¹ Department of Biochemistry and Molecular Biology, University of New Mexico School of Medicine and ² The EPR Center and Toxicology Program, University of New Mexico Health Sciences Center, Albuquerque, New Mexico; ³ Biosciences Division, Los Alamos National Laboratory, Los Alamos, New Mexico; and ⁴ Department of Pathology, Cancer Institute, University of Pittsburgh, Pittsburgh, Pennsylvania

Requests for reprints: Chien-an A. Hu, Department of Biochemistry and Molecular Biology, MSC08 4670 1, University of New Mexico, Albuquerque, NM 87131-001. Phone: 505-272-8816; Fax: 505-272-6587; E-mail: ahu{at}salud.unm.edu.

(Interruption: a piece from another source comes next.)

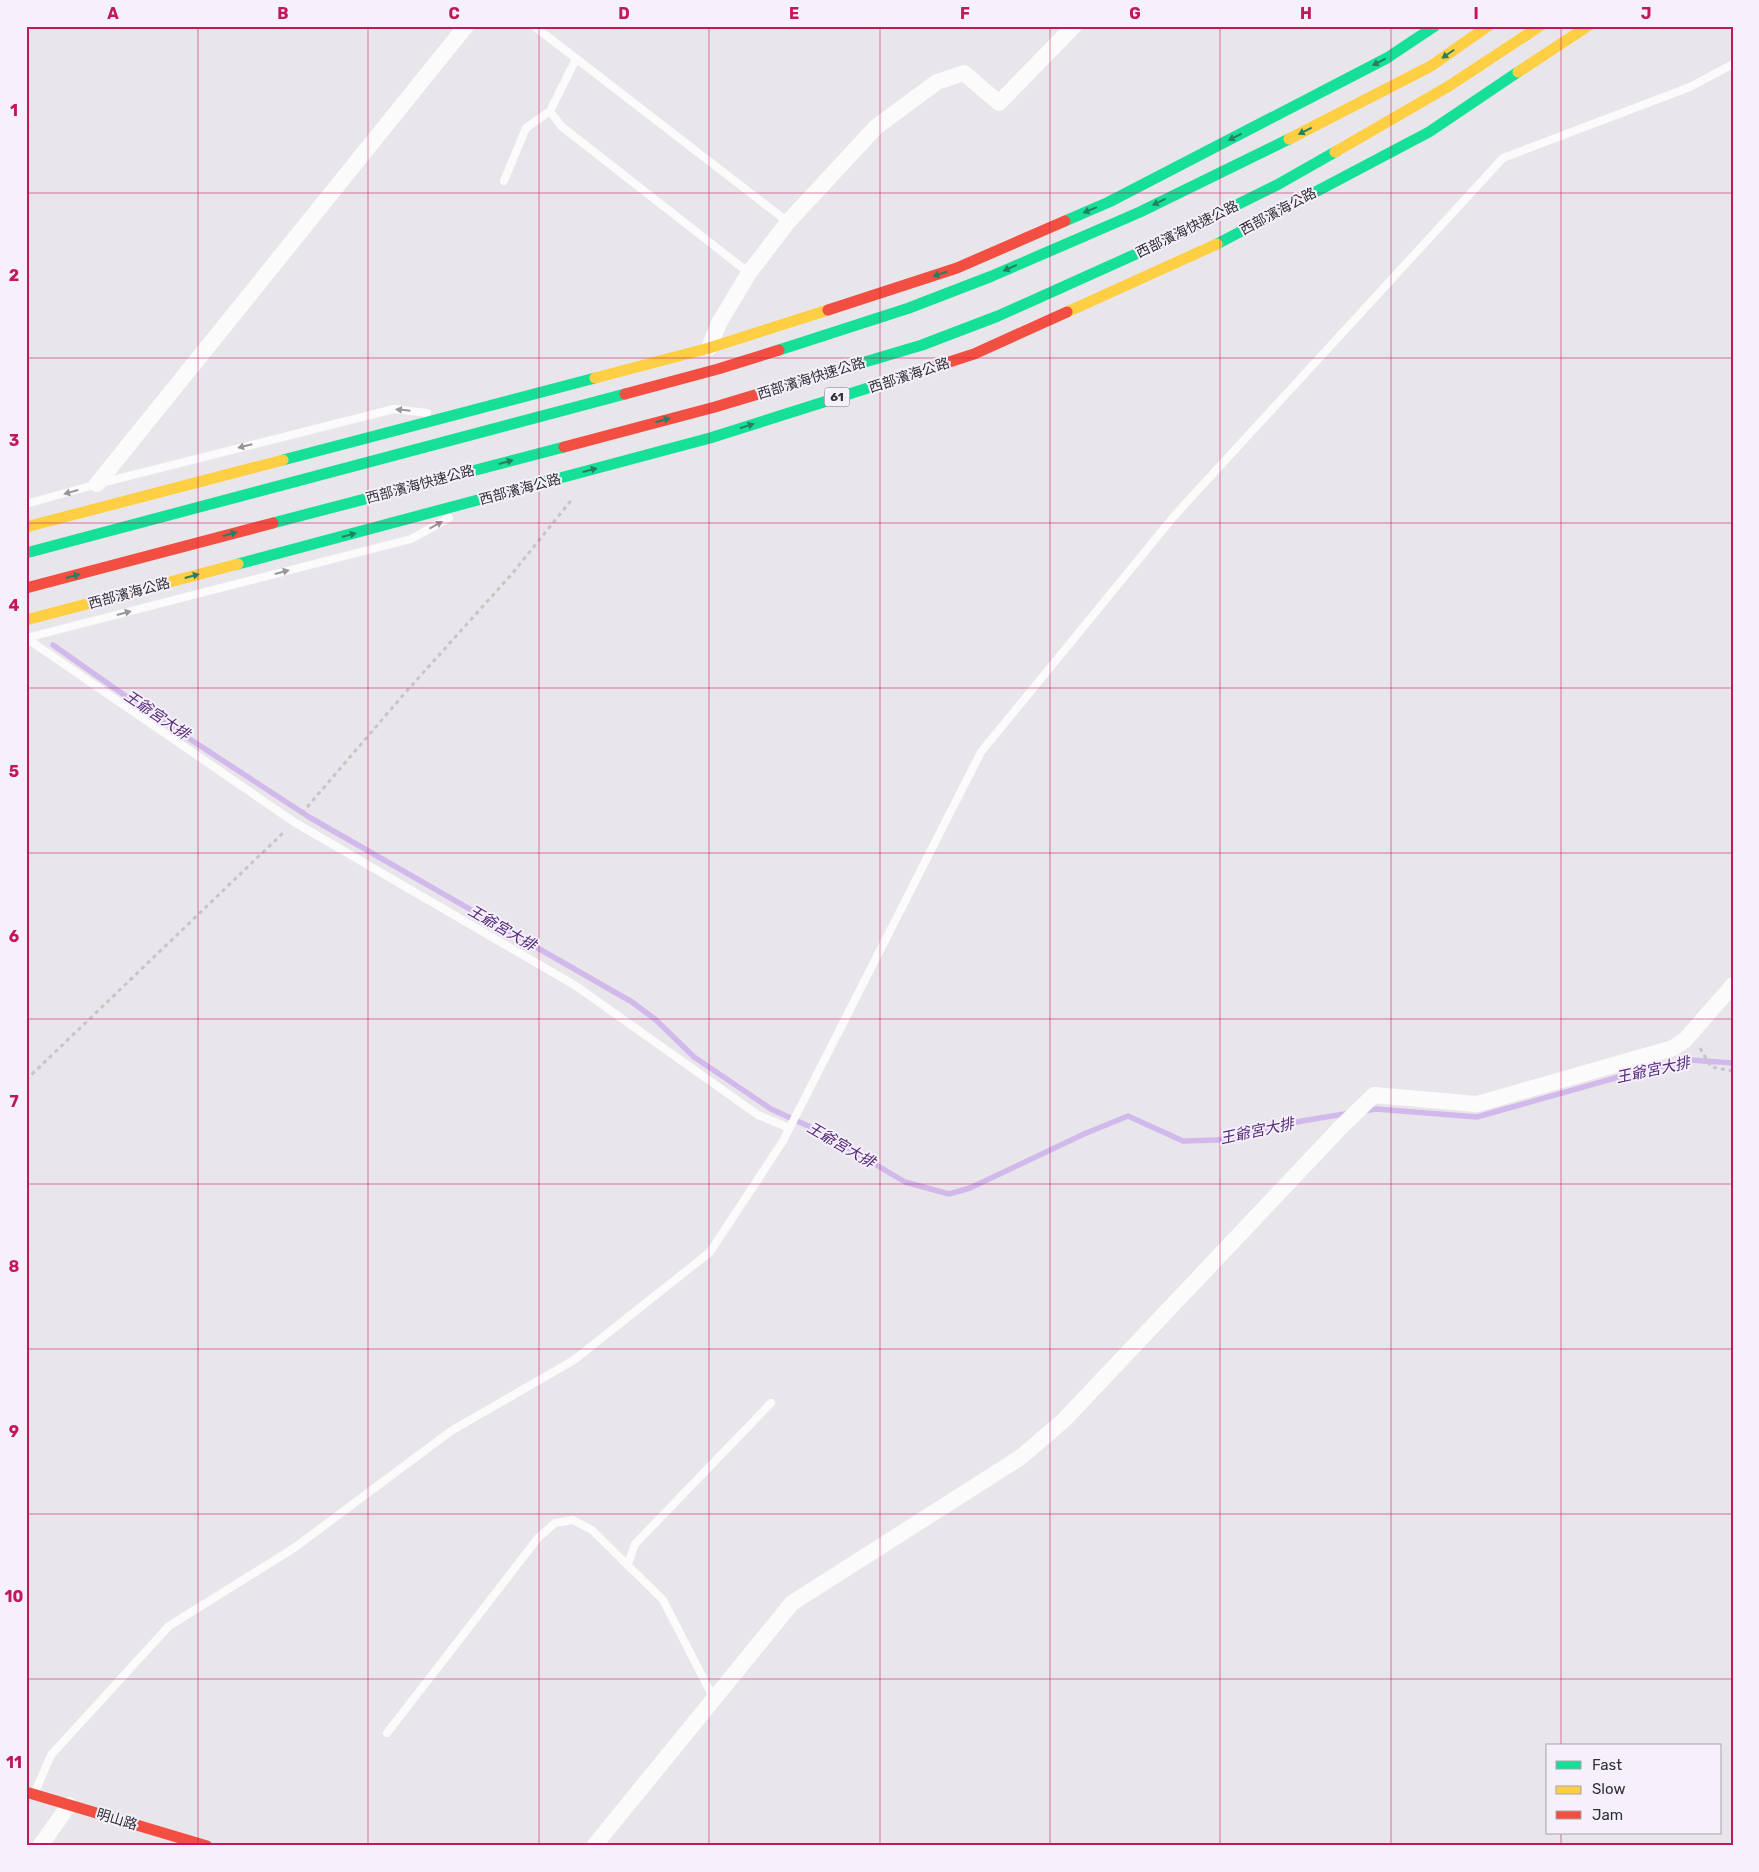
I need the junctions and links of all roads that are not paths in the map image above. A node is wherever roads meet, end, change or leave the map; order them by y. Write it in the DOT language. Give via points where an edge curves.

Increased amounts of reactive oxygen species (ROS) induce apoptosis in mammalian cells. PUMA (P53 up-regulated modulator of apoptosis), a mitochondrial proapoptotic BH3-only protein, induces rapid apoptosis through a Bax- and mitochondria-dependent pathway. However, the molecular basis of PUMA-induced apoptosis is largely not understood. Using a combination of biophysical and biochemical methods and PUMA-inducible colorectal cells, DLD-1.PUMA, we showed that (a) PUMA-induced apoptosis is dose and time dependent; (b) PUMA-induced apoptosis is directly associated with ROS generation; (c) diphenyleneiodonium chloride, a ROS blocker, or BAX-inhibiting peptide, a suppressor of BAX translocation, decreased ROS generation and apoptosis in DLD-1.PUMA cells; (d) overexpression of PUMA induced up-regulation (>1.34-fold) of peroxiredoxin 1 and down-regulation (by 25%) of stathmin through proteasome-mediated degradation; and (e) hydrogen peroxide down-regulated stathmin and disrupted the cellular microtubule network. Our findings indicate that PUMA induces apoptosis, in part, through the BAX-dependent generation of superoxide and hydrogen peroxide. ROS overproduction and oxidative stress induce proteome-wise alterations, such as stathmin degradation and disorganization of the cell microtubule network, in apoptotic cells.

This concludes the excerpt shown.